Toying With Tapestry 4

These are my impressions after using Tapestry for a couple of weeks. I review the flaws and joys that I found in using Tapestry.

Java Web Development

When doing web development in Java, there is an abundance of frameworks and it's often a point of criticism.
To me, this variety is valuable. Some new frameworks are formed out of disagreements or the desire to "do it yourself", true, but many are created because of limitations of existing systems and because of ideas that are different enough to warrant it. Without this, there wouldn't be competition, and we would not be seeing as many features as we do now. We would just have a billion different Struts.

Having so many frameworks is intimidating. You may be forced to wonder, "Is the framework I'm using the best for what I need or is maybe one of those other frameworks better?" A question like that is difficult to answer because time is limited. When I get a chance, I try to explore new frameworks and sometimes even revisit ones that I dismissed before. This time I decided to try Tapestry 4.

Before We Even Start

Going in, there are already things that make Tapestry less desirable compared to other frameworks. Tapestry 5 is on it's way and it's not backward compatible with Tapestry 4. Tapestry has a history of redesigns so as far as anyone knows, Tapestry 6 might one day be released and not be compatible with Tapestry 5. Not very encouraging for use in any kind of project. From the academic point, it may not be so bad; Limitations can be fixed and new ideas can be implemented without being limited by the old design. Having said that, I don't think Tapestry will truly gain popularity until they come up with a great design and focus on it instead of on how to change it.

What I Like

Error Messages
If there's a problem, Tapestry will do its best to pinpoint it and give you a good description. Most of the time, Tapestry will not silently ignore a mistake such as mistyping a component name. You'll know if you made a mistake.
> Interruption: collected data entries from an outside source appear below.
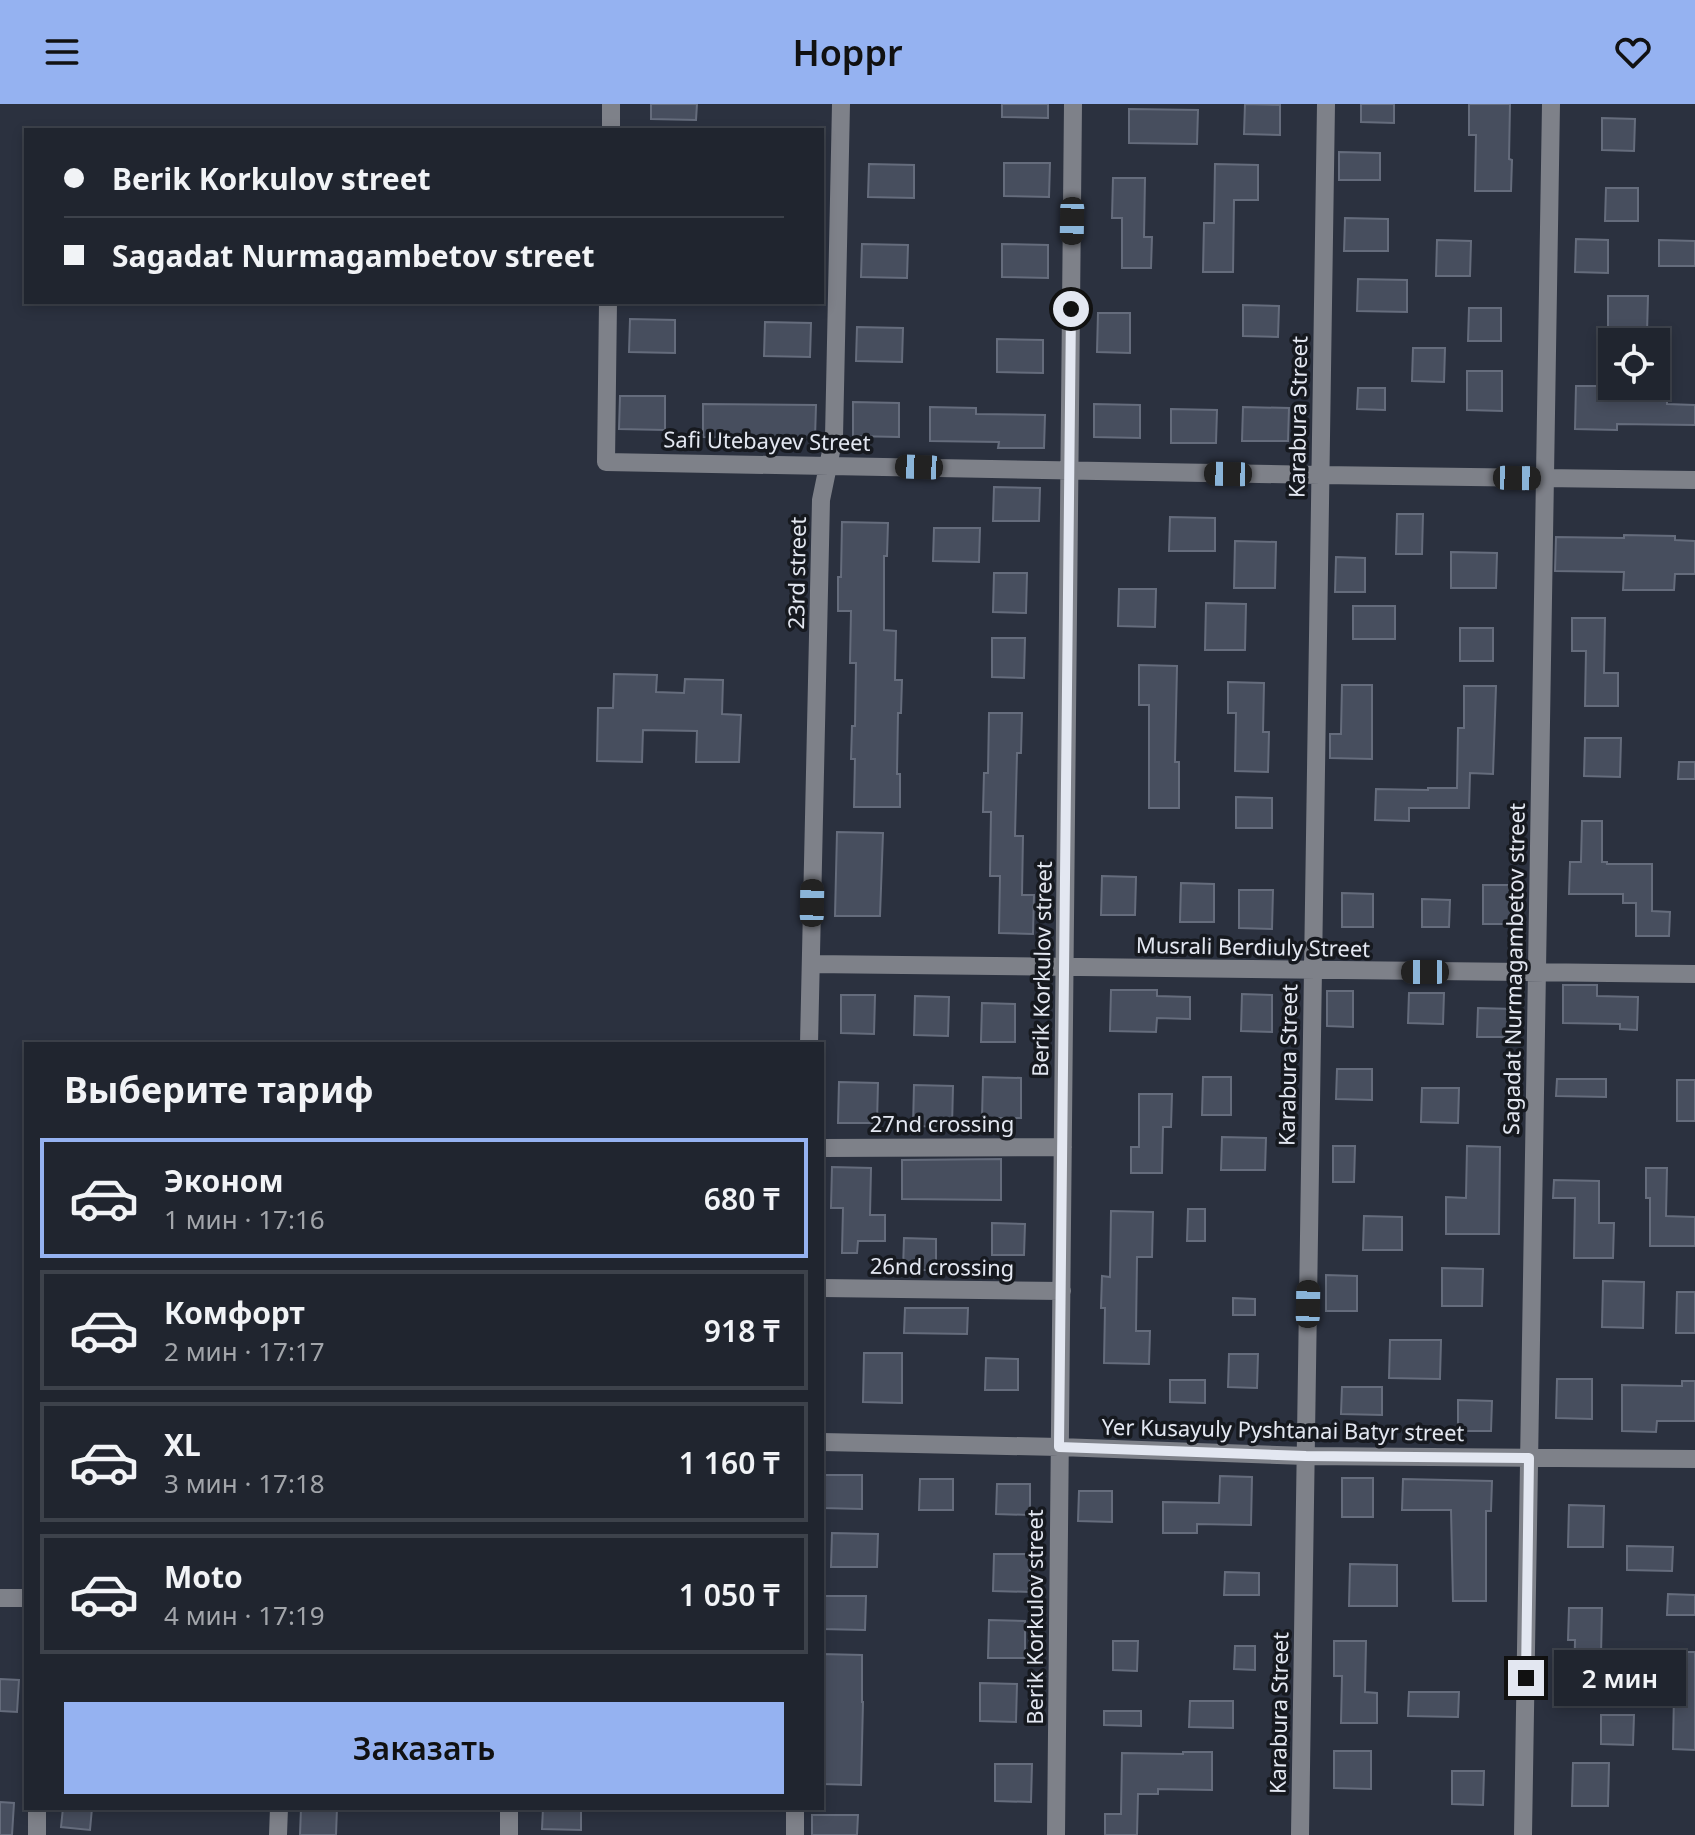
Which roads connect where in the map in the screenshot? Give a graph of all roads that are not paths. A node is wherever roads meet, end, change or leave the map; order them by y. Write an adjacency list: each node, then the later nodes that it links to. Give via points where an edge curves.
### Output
1 (611, 104): 6 (street)
2 (841, 104): 8 (street, 23rd street, via 834,437)
3 (1073, 104): 9 (street, Berik Korkulov street)
4 (1326, 104): 10 (street, Karabura Street)
5 (1551, 104): 11 (street, Sagadat Nurmagambetov street)
6 (611, 128)
7 (608, 304): 8 (street, Safi Utebayev Street, via 606,462)
8 (829, 465): 9 (street, Safi Utebayev Street); 13 (street, 23rd street, via 821,500)
9 (1070, 471): 10 (street, Safi Utebayev Street); 14 (street, Berik Korkulov street)
10 (1320, 475): 11 (street, Safi Utebayev Street); 15 (street, Karabura Street)
11 (1545, 478): 12 (street, Safi Utebayev Street); 16 (street, Sagadat Nurmagambetov street)
12 (1695, 480)
13 (811, 964): 14 (street, Musrali Berdiuly Street); 18 (street, 23rd street)
14 (1065, 969): 15 (street, Musrali Berdiuly Street); 19 (street, Berik Korkulov street)
15 (1313, 971): 16 (street, Musrali Berdiuly Street); 25 (street, Karabura Street)
16 (1537, 973): 17 (street, Musrali Berdiuly Street); 26 (street, Sagadat Nurmagambetov street)
17 (1695, 974)
18 (809, 1042)
19 (1063, 1147): 20 (street, 27nd crossing); 22 (street, Berik Korkulov street)
20 (824, 1148)
21 (824, 1288): 22 (street, 26nd crossing)
22 (1062, 1291): 24 (street, Berik Korkulov street)
23 (824, 1442): 24 (street, Yer Kusayuly Pyshtanai Batyr street)
24 (1059, 1447): 25 (street, Yer Kusayuly Pyshtanai Batyr street); 38 (street, Berik Korkulov street)
25 (1306, 1456): 26 (street, Yer Kusayuly Pyshtanai Batyr street); 39 (street, Karabura Street)
26 (1529, 1458): 27 (street, Yer Kusayuly Pyshtanai Batyr street); 40 (street, Sagadat Nurmagambetov street)
27 (1695, 1459)
28 (0, 1598): 29 (street)
29 (24, 1598)
30 (37, 1810): 34 (street)
31 (279, 1810): 35 (street)
32 (509, 1810): 36 (street)
33 (795, 1810): 37 (street)
34 (37, 1835)
35 (278, 1835)
36 (509, 1835)
37 (795, 1835)
38 (1056, 1835)
39 (1300, 1835)
40 (1523, 1835)

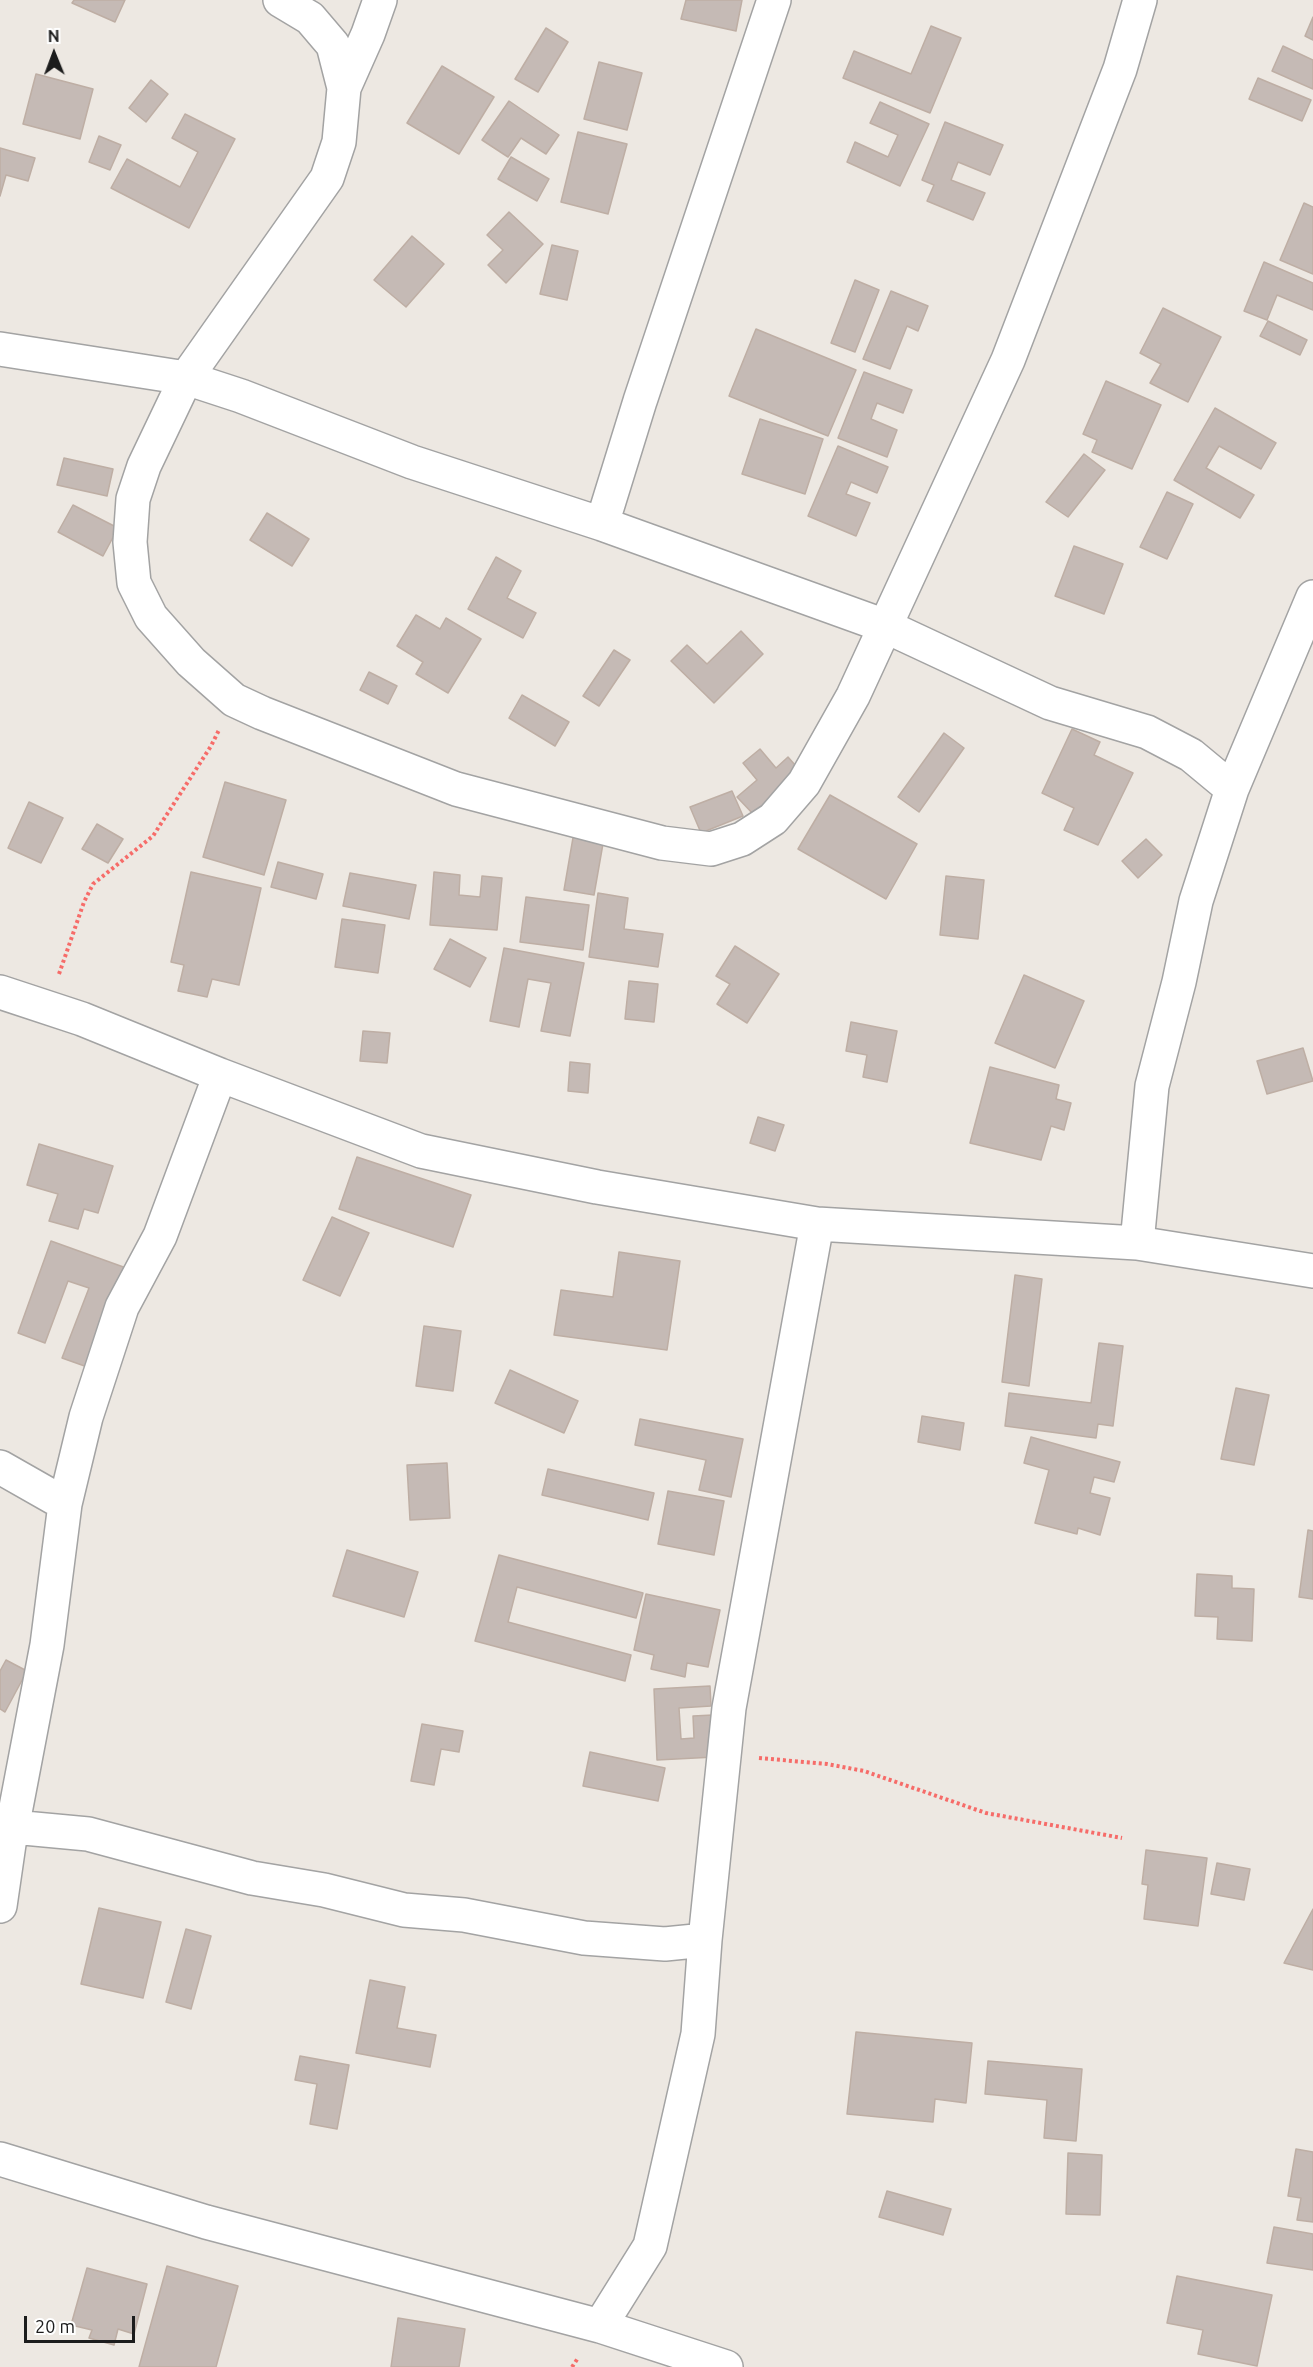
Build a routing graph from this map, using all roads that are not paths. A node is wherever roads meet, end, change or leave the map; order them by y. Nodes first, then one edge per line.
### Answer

I did run into a problem that Tapestry didn't tell me about, but I wouldn't necessarily blame Tapestry. I renamed a Page class but did not rename the associated Page template. When I went to the page, Tapestry happily loaded the template, but obviously did not find the class. I spent a while wondering what was going on. An option to make classes required by default would have been nice. I would have been satisfied had I gotten a "class SomePage not found" error.
Components & Page Flow
Tapestry is a component framework after all, so it's only natural that components work well. Components are easy to define, flexible, reusable and are easy to package. Page flow is easy to handle. Taking the user through different screens is not a hard task.
What I Dislike

It's Invasive
Most of your page classes will extend BasePage. Your class will be abstract and will be dynamically subclassed when the page object is instantiated. For retrieving submitted data, it's a nice approach. You define an abstract method which is implemented by Tapestry during runtime. This lends itself to easy refactoring as compared to using literal property names. For other things, it's not so great. For one, making your class abstract allows for some runtime errors. If you implement a listener, but don't implements all the methods, you won't get any help from the compiler. As far as it's concerned, it's an abstract class. This also means you can't use Quick Fix in Eclipse to "Add unimplemented methods," to which I'm used to. From what I read, things are no longer done this way in Tapestry 5, but I haven't actually read on which approach it takes. Those tables smell fishy ... There's a Table component in the contrib library. If you want a column rendered in a custom way, you have to define a component outside the table component and give it an id composed of the column name and the "ColumnValue" prefix. From the get go, this seems like a big hack. Why is it defined outside the table component and why does it rely on a certain component name? One typing mistake and your custom rendering will be disabled without any errors on the page. This give me the impression that there are problems with the component architecture.
Ugly URLs
Ugly URLs are a problem with component frameworks. Tapestry has means to beautify URLs, but I haven't tried them yet, so maybe it doesn't have to be a bad thing.
Lack of Tools
On the Tapestry page, there are a number of links to Eclipse plugins for working with Tapestry templates. I checked them out and I didn't find any tools that are in any way usable. I found one active project, but it's a plugin for IntelliJ, not Eclipse. I am planning to try that plugin out in the near future. There are people that decry any kind of tools, but I'm not afraid to use anything that will make me more productive. Productivity speaks. If I'm making a Tapestry template and I'm defining a component, why not have the ability to have a tool fill in the page spec for you. It's just tedious work that is prone to errors and can be handled by a tool. A plugin could also validate your templates as you write them.
Mailing List Activity
Tapestry 4 traffic on the mailing list seems to be quite low. I posted a question about a problem I have with auto-wiring not working in my project and did not see any suggestions.
I know that it's a bit silly to be trying Tapestry 4 at this point in the game, but it serves to satisfy my intellectual curiosity. I don't claim to be an expert these topics, so I would not be surprised if there are problems with what I wrote. There are more things under "dislikes," but that's only because negatives are a lot easier to see. I found Tapestry 4 to be overall a satisfying experience.
What's Next?
I want to go back and try Seam again. I had tried it around version 1.0 and 1.2 BETA and found a lot of annoyances. I have heard about some positive experiences with it and that has me interested.